Lifestyle and community:
- Melina stresses enjoyment, sensory pleasure, and social support as essential for sustainable eating. Practical tips include cooking with good knives, shared potlucks, and joining local veggie groups to sustain motivation and accountability.
Key Takeaways:
- The host thanks Melina for sharing a wealth of knowledge, practical tips, and inspiring examples from hospitals, schools, and homes. The overarching message is clear: health is wealth, achieved through conscious choices, community, and the joy of nourishing, whole-plant foods.

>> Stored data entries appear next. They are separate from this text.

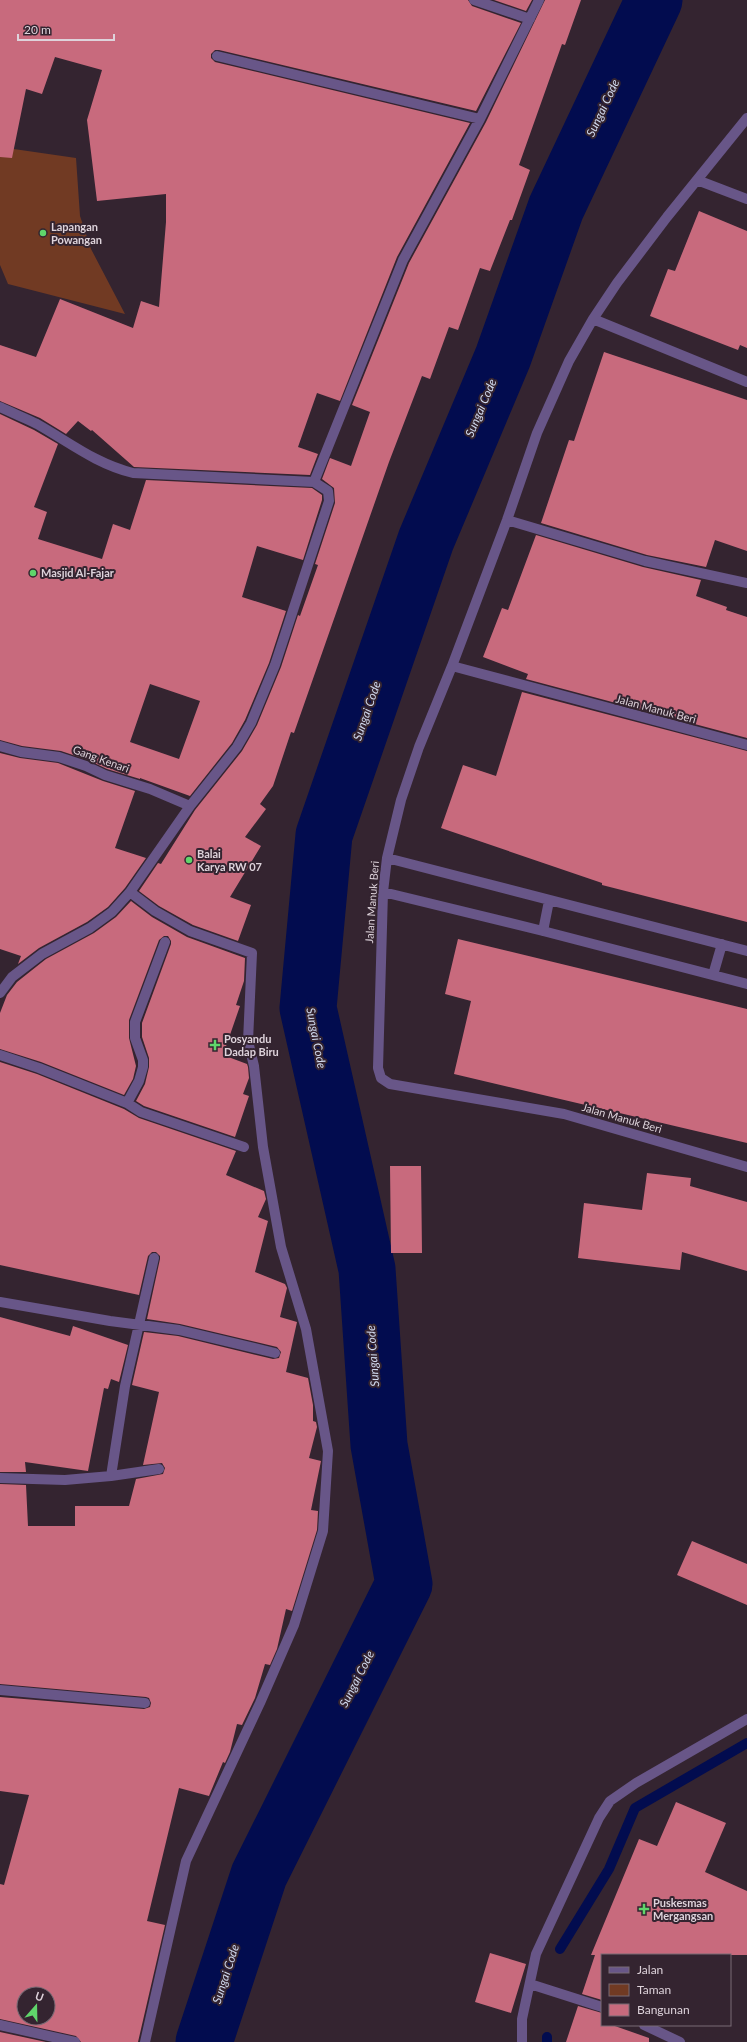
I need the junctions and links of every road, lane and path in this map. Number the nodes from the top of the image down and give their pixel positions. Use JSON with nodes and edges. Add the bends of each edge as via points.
{"nodes":[{"id":1,"x":474,"y":0,"type":"edge"},
{"id":2,"x":539,"y":0,"type":"edge"},
{"id":3,"x":530,"y":19,"type":"junction"},
{"id":4,"x":217,"y":56,"type":"dead end"},
{"id":5,"x":747,"y":118,"type":"edge"},
{"id":6,"x":480,"y":119,"type":"junction"},
{"id":7,"x":697,"y":180,"type":"junction"},
{"id":8,"x":747,"y":200,"type":"edge"},
{"id":9,"x":593,"y":319,"type":"junction"},
{"id":10,"x":747,"y":382,"type":"edge"},
{"id":11,"x":0,"y":407,"type":"edge"},
{"id":12,"x":314,"y":482,"type":"junction"},
{"id":13,"x":507,"y":520,"type":"junction"},
{"id":14,"x":747,"y":583,"type":"edge"},
{"id":15,"x":452,"y":666,"type":"junction"},
{"id":16,"x":747,"y":745,"type":"edge"},
{"id":17,"x":0,"y":746,"type":"edge"},
{"id":18,"x":190,"y":806,"type":"junction"},
{"id":19,"x":387,"y":858,"type":"junction"},
{"id":20,"x":130,"y":892,"type":"junction"},
{"id":21,"x":383,"y":892,"type":"junction"},
{"id":22,"x":549,"y":900,"type":"junction"},
{"id":23,"x":543,"y":931,"type":"junction"},
{"id":24,"x":165,"y":942,"type":"dead end"},
{"id":25,"x":722,"y":944,"type":"junction"},
{"id":26,"x":747,"y":951,"type":"edge"},
{"id":27,"x":713,"y":976,"type":"junction"},
{"id":28,"x":747,"y":984,"type":"edge"},
{"id":29,"x":0,"y":993,"type":"edge"},
{"id":30,"x":0,"y":1055,"type":"edge"},
{"id":31,"x":127,"y":1103,"type":"junction"},
{"id":32,"x":244,"y":1147,"type":"dead end"},
{"id":33,"x":747,"y":1167,"type":"edge"},
{"id":34,"x":154,"y":1258,"type":"dead end"},
{"id":35,"x":0,"y":1302,"type":"edge"},
{"id":36,"x":138,"y":1324,"type":"junction"},
{"id":37,"x":275,"y":1352,"type":"dead end"},
{"id":38,"x":159,"y":1469,"type":"dead end"},
{"id":39,"x":111,"y":1476,"type":"junction"},
{"id":40,"x":0,"y":1478,"type":"edge"},
{"id":41,"x":0,"y":1690,"type":"edge"},
{"id":42,"x":145,"y":1703,"type":"dead end"},
{"id":43,"x":747,"y":1719,"type":"edge"},
{"id":44,"x":530,"y":1984,"type":"junction"},
{"id":45,"x":601,"y":2007,"type":"edge"},
{"id":46,"x":0,"y":2025,"type":"edge"},
{"id":47,"x":646,"y":2026,"type":"edge"},
{"id":48,"x":75,"y":2042,"type":"edge"},
{"id":49,"x":145,"y":2042,"type":"edge"},
{"id":50,"x":522,"y":2042,"type":"edge"},
{"id":51,"x":680,"y":2042,"type":"edge"}],
"edges":[{"from":1,"to":3,"type":"street"},
{"from":2,"to":3,"type":"street"},
{"from":3,"to":6,"type":"street"},
{"from":4,"to":6,"type":"street"},
{"from":5,"to":7,"type":"street"},
{"from":6,"to":12,"type":"street","via":[[403,260]]},
{"from":7,"to":8,"type":"street"},
{"from":7,"to":9,"type":"street"},
{"from":9,"to":10,"type":"street"},
{"from":9,"to":13,"type":"street","via":[[568,362],[537,433]]},
{"from":11,"to":12,"type":"street","via":[[36,424],[113,468],[133,473]]},
{"from":12,"to":18,"type":"street","via":[[328,491],[329,500],[275,665],[251,723],[237,747]]},
{"from":13,"to":14,"type":"street","via":[[645,561]]},
{"from":13,"to":15,"type":"street"},
{"from":15,"to":16,"type":"street","name":"Jalan Manuk Beri"},
{"from":15,"to":19,"type":"street","name":"Jalan Manuk Beri","via":[[419,747],[401,800]]},
{"from":17,"to":18,"type":"street","name":"Gang Kenari","via":[[21,752],[59,757]]},
{"from":18,"to":20,"type":"street"},
{"from":19,"to":21,"type":"street","name":"Jalan Manuk Beri"},
{"from":19,"to":22,"type":"street"},
{"from":20,"to":29,"type":"street","via":[[112,912],[90,928],[42,954],[12,977]]},
{"from":20,"to":49,"type":"street","via":[[155,911],[190,931],[252,953],[248,1041],[254,1066],[263,1147],[280,1247],[306,1329],[328,1451],[323,1531],[303,1596],[294,1624],[260,1703],[186,1861]]},
{"from":21,"to":23,"type":"street"},
{"from":21,"to":33,"type":"street","name":"Jalan Manuk Beri","via":[[378,1068],[381,1078],[390,1084],[406,1088],[564,1114]]},
{"from":22,"to":23,"type":"street"},
{"from":22,"to":25,"type":"street"},
{"from":23,"to":27,"type":"street"},
{"from":24,"to":31,"type":"street","via":[[135,1022],[135,1038],[143,1067],[139,1081]]},
{"from":25,"to":26,"type":"street"},
{"from":25,"to":27,"type":"street"},
{"from":27,"to":28,"type":"street"},
{"from":30,"to":31,"type":"street"},
{"from":31,"to":32,"type":"street","via":[[141,1112]]},
{"from":34,"to":36,"type":"street"},
{"from":35,"to":36,"type":"street"},
{"from":36,"to":37,"type":"street","via":[[179,1330]]},
{"from":36,"to":39,"type":"street"},
{"from":38,"to":39,"type":"street"},
{"from":39,"to":40,"type":"street","via":[[65,1480]]},
{"from":41,"to":42,"type":"street"},
{"from":43,"to":44,"type":"street","via":[[636,1783],[610,1801],[599,1818],[536,1954]]},
{"from":44,"to":45,"type":"street"},
{"from":44,"to":50,"type":"street","via":[[522,2019]]},
{"from":46,"to":48,"type":"street"},
{"from":47,"to":51,"type":"street"}]}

- Viewers are encouraged to explore Melina’s resources, websites, and her co-authored works for deeper guidance.
Quick Reference for Blood Sugar Mastery
| Strategy | Benefit | Example Foods |
|---|---|---|
| Legumes at every meal | Stabilizes glucose, high fiber | Beans, lentils, peas, hummus |
| Whole foods over refined | Slower glucose release | Whole grains, fruits in moderation |
| Low added sugar/fats | Reduces glycemic load | Sweet treats with dates, no added oils |
| Plant-based menus in institutions | Scalable public health impact | Vegan hospital menus, school meals |
| Social cooking & support | Improves adherence | Potlucks, veggie meetups |
Hard-hitting message:
- Embrace plant-powered nourishment to manage blood sugar, prevent diabetes progression, and cultivate a vibrant, flavorful life.
Insights
Vesanto Melina discusses plant-based nutrition, diabetes management, and the NYC hospital menus makeover, emphasizing legumes, whole foods, and tasty, minimally processed recipes to improve health and sustainability.
Expert Melina advocates plant-based diets for diabetes prevention and reversal.
Hospital menus in NYC are increasingly prioritizing vegan/plant-based options.
Kick Diabetes Cookbook combines nutrition guidance with practical, oil- and added-sugar-free recipes.